Des «jeunes patriotes» reçus à la commission de réconciliation ivoirienne

Jeunes patriotes, fidèles à Laurent Gbagbo, marchant vers le palais présidentiel, pour servir de bouclier humain, le 4 avril 2011
© REUTERS/Luc Gnago

Le président de la Commission dialogue, vérité et réconciliation (Cdvr), Charles Konan Banny recevait ce 22 décembre 2011 une délégation de « jeunes patriotes ». Une première prise de contact entre le président de la Commission ivoirienne et les membres du Congrès panafricain des jeunes et des patriotes (COJEP) qui ont soutenu Laurent Gbagbo.
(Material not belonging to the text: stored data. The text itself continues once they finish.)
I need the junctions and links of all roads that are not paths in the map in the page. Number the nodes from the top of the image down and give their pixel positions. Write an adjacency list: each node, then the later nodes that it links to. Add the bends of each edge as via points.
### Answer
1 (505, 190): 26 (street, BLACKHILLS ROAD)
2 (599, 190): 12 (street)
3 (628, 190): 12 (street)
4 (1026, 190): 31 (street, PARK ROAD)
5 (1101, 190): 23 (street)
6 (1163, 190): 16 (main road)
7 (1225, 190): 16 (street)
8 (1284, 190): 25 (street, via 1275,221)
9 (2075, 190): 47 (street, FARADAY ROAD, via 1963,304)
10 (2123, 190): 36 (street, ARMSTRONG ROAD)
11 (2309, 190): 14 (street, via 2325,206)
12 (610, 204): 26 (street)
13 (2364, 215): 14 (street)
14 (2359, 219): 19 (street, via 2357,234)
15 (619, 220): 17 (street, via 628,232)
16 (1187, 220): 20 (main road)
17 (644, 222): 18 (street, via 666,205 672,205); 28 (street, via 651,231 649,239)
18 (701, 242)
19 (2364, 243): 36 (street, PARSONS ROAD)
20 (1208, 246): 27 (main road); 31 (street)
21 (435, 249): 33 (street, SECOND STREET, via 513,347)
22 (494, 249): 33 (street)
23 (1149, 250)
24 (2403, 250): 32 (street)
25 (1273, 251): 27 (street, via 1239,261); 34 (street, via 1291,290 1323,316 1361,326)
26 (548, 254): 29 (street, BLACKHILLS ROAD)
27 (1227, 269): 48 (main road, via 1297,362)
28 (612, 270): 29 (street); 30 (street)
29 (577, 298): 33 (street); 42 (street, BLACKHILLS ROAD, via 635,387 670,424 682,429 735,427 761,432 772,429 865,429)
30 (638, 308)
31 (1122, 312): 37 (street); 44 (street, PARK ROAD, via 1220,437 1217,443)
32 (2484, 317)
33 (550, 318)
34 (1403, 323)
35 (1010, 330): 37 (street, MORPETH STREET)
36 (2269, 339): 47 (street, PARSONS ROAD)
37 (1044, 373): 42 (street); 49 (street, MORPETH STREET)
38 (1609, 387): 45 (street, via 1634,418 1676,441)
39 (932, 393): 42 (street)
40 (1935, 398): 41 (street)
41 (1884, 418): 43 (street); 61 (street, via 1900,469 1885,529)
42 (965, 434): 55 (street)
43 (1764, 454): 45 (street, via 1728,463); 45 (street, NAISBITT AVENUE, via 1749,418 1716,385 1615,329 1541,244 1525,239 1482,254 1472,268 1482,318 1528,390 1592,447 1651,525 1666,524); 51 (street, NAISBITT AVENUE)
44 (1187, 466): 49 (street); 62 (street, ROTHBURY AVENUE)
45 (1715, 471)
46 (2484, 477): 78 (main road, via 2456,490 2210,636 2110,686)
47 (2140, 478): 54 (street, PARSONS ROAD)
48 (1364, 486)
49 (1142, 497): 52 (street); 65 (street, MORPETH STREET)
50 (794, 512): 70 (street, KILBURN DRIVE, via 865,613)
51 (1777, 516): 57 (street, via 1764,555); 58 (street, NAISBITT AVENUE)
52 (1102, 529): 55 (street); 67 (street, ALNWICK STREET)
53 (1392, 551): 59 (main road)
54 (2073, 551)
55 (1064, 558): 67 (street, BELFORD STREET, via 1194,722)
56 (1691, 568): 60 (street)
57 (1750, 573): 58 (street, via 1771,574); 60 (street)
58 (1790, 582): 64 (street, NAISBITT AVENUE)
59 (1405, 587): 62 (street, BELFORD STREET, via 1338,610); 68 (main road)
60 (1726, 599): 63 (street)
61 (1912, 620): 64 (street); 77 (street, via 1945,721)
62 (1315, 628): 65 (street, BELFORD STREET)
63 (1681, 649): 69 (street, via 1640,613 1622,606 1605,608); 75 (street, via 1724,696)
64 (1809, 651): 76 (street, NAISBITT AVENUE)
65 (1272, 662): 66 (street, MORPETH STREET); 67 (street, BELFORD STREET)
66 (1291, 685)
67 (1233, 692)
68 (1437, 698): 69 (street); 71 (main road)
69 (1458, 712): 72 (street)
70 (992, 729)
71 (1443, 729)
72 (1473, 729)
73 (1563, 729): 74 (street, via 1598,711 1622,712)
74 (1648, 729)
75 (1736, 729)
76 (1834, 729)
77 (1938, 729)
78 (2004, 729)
Ils étaient une quarantaine de « jeunes patriotes » chez Charles Konan Banny. L'ambiance est tendue : la plupart des membres du Congrès panafricain des jeunes et des patriotes sont menacés, « traqués, martyrisés », selon Martial Yavo, président par intérim du COJEP « parce qu'ils ont soutenu Laurent GbagboNous avons souhaité, a-t-il ajouté, que ces exactions s'arrêtent afin de créer la confiance entre les Ivoiriens pour qu’ils soient disposés à parler, à s'écouter afin que chacun dise sa part de vérité et que la Côte d'Ivoire retrouve la paix ».

Les « jeunes patriotes » en ont profité pour exposer leurs doléances, comme l'annulation du mandat d'arrêt à l'encontre de leur leader Charles Blé Goudé. Des revendications qui sont hors contexte aux yeux de Charles Konan Banny. Le président de la Commission réconciliation a appelé ces jeunes à la sagesse : « Il y a une chose que vous ne pouvez pas ne pas faire, c'est de vous mobiliser pour consolider la nation. Cet engagement-là, ceux qui sont prêts à le prendre, ont leur place auprès de la Commission et de participer à ses travaux ».

Charles Konan Banny se déplace la semaine prochaine à Duékoué, dans l'ouest de la Côte d'Ivoire. Une zone qui a majoritairement voté pour Laurent Gbagbo lors de la dernière présidentielle, et particulièrement touchée par les violences post-électorales.

Le Congrès panafricain des jeunes et des patriotes (COJEP) est plus connu sous le nom de « jeunes patriotes » en Côte d'Ivoire. Son fondateur est Charles Blé Goudé, actuellement en exil. Créé en 2001, le mouvement s'est attiré la condamnation internationale pour ses actes de violences au cours de ces dernières années.